(How to complete this task) Among the entries below, find every line that contains the string "other", then copy it.
Supplied material Start Marker
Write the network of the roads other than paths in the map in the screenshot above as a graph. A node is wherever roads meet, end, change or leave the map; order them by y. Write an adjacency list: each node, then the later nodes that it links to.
Supplied material End Marker
Supplied material Start Marker
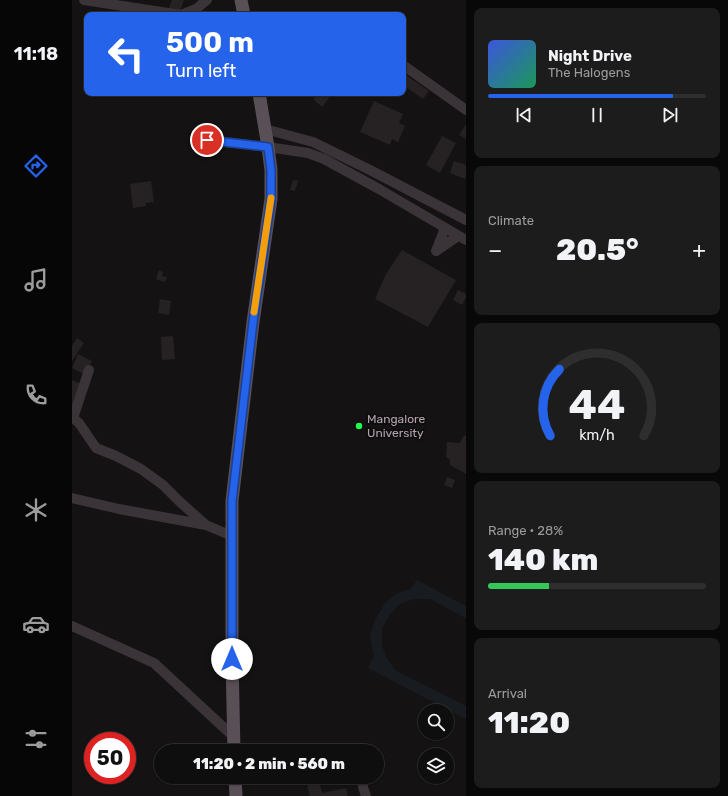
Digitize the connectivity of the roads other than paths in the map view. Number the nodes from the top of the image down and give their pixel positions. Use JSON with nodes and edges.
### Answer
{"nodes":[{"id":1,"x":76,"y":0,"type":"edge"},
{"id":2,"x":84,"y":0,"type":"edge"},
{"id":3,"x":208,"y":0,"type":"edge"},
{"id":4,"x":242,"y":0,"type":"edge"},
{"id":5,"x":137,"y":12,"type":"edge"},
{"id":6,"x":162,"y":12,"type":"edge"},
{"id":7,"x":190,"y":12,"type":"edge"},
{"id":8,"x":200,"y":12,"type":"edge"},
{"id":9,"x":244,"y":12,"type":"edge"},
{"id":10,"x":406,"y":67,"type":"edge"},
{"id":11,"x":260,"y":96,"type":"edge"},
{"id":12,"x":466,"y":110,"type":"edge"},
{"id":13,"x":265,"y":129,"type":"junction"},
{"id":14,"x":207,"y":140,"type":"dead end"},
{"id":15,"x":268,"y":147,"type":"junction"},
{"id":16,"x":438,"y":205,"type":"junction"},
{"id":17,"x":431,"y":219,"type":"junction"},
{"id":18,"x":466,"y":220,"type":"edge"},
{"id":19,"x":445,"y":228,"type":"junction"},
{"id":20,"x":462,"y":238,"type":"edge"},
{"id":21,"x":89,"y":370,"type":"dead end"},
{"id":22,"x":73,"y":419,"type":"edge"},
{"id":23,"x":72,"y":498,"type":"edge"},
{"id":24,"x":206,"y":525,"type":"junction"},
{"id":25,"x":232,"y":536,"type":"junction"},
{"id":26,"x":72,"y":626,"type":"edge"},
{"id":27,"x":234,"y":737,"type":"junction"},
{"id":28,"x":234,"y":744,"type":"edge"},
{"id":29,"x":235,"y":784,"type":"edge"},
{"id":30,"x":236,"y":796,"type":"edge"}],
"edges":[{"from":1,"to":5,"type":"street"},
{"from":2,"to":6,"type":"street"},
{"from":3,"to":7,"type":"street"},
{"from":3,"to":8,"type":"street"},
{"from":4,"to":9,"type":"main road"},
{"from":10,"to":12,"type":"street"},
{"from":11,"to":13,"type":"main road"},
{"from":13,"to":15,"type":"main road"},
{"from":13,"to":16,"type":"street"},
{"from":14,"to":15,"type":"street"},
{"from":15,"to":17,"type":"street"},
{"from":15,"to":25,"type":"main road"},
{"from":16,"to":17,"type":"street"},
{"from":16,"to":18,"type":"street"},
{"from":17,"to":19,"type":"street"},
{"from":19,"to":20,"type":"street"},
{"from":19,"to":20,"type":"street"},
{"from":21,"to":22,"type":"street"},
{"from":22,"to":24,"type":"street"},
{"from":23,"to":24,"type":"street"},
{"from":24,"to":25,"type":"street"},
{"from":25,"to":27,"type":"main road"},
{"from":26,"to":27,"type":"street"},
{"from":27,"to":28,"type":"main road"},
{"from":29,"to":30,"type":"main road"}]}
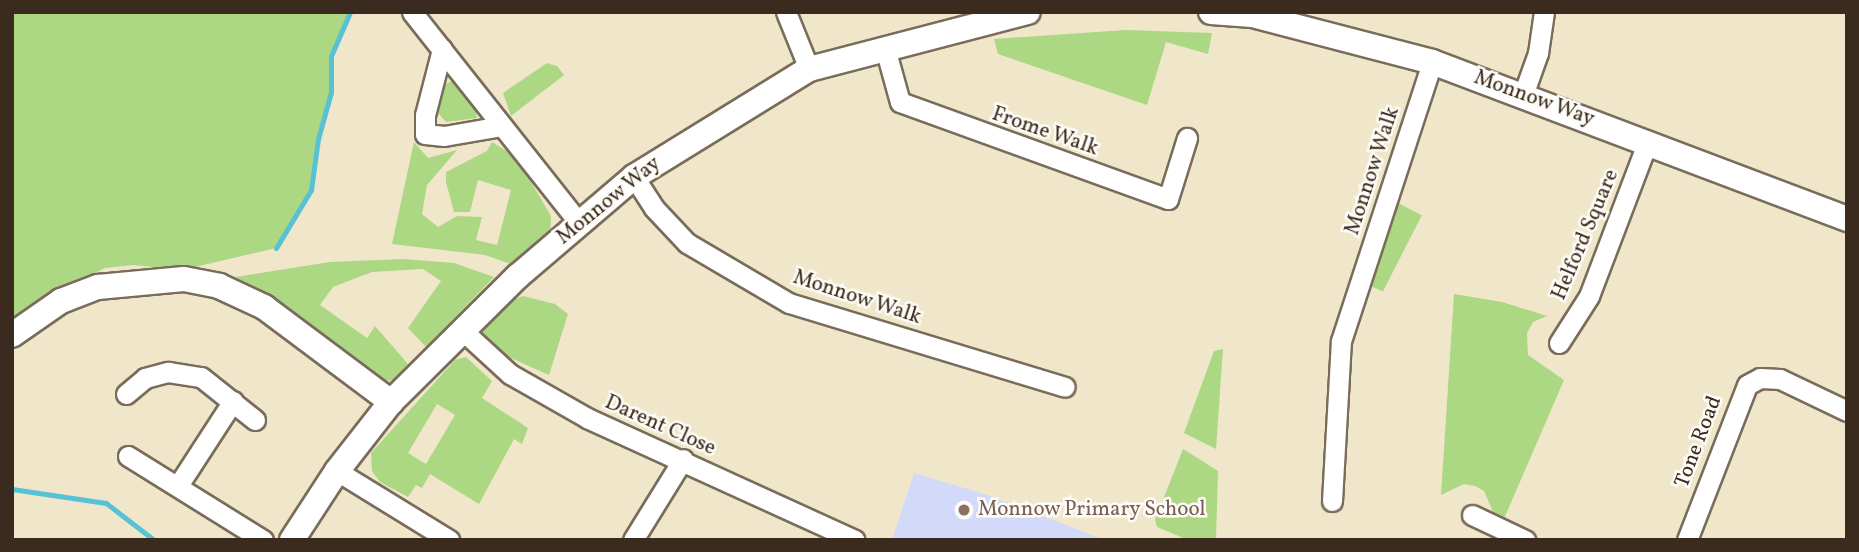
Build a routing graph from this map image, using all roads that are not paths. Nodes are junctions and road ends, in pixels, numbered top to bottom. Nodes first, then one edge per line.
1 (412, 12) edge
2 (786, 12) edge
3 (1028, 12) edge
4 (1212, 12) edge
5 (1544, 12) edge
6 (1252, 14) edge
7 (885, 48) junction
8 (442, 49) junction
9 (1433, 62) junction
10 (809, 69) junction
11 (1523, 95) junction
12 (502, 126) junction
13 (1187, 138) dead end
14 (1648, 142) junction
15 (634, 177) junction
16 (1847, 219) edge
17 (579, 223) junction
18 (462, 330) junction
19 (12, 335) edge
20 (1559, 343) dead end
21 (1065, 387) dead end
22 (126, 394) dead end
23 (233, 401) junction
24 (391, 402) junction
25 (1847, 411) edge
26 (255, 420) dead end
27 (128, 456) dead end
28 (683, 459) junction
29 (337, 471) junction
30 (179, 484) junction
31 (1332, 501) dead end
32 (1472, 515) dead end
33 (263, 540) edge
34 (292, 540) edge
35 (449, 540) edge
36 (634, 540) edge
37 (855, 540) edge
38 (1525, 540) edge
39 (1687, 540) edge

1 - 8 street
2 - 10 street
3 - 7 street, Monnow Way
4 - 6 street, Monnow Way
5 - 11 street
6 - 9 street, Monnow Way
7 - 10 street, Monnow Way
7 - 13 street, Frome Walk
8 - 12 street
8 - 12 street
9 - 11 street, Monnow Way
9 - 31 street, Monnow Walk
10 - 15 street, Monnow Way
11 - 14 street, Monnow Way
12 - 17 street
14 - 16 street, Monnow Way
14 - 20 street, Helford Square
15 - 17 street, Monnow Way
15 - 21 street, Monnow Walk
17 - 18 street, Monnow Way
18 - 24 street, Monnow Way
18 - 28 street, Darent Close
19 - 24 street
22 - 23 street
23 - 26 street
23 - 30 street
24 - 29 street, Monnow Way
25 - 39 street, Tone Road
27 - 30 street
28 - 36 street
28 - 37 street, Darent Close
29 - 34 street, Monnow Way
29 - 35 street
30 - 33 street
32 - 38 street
Supplied material End Marker
(Solution for this task)
Write the network of the roads other than paths in the map in the screenshot above as a graph. A node is wherever roads meet, end, change or leave the map; order them by y. Write an adjacency list: each node, then the later nodes that it links to.
Digitize the connectivity of the roads other than paths in the map view. Number the nodes from the top of the image down and give their pixel positions. Use JSON with nodes and edges.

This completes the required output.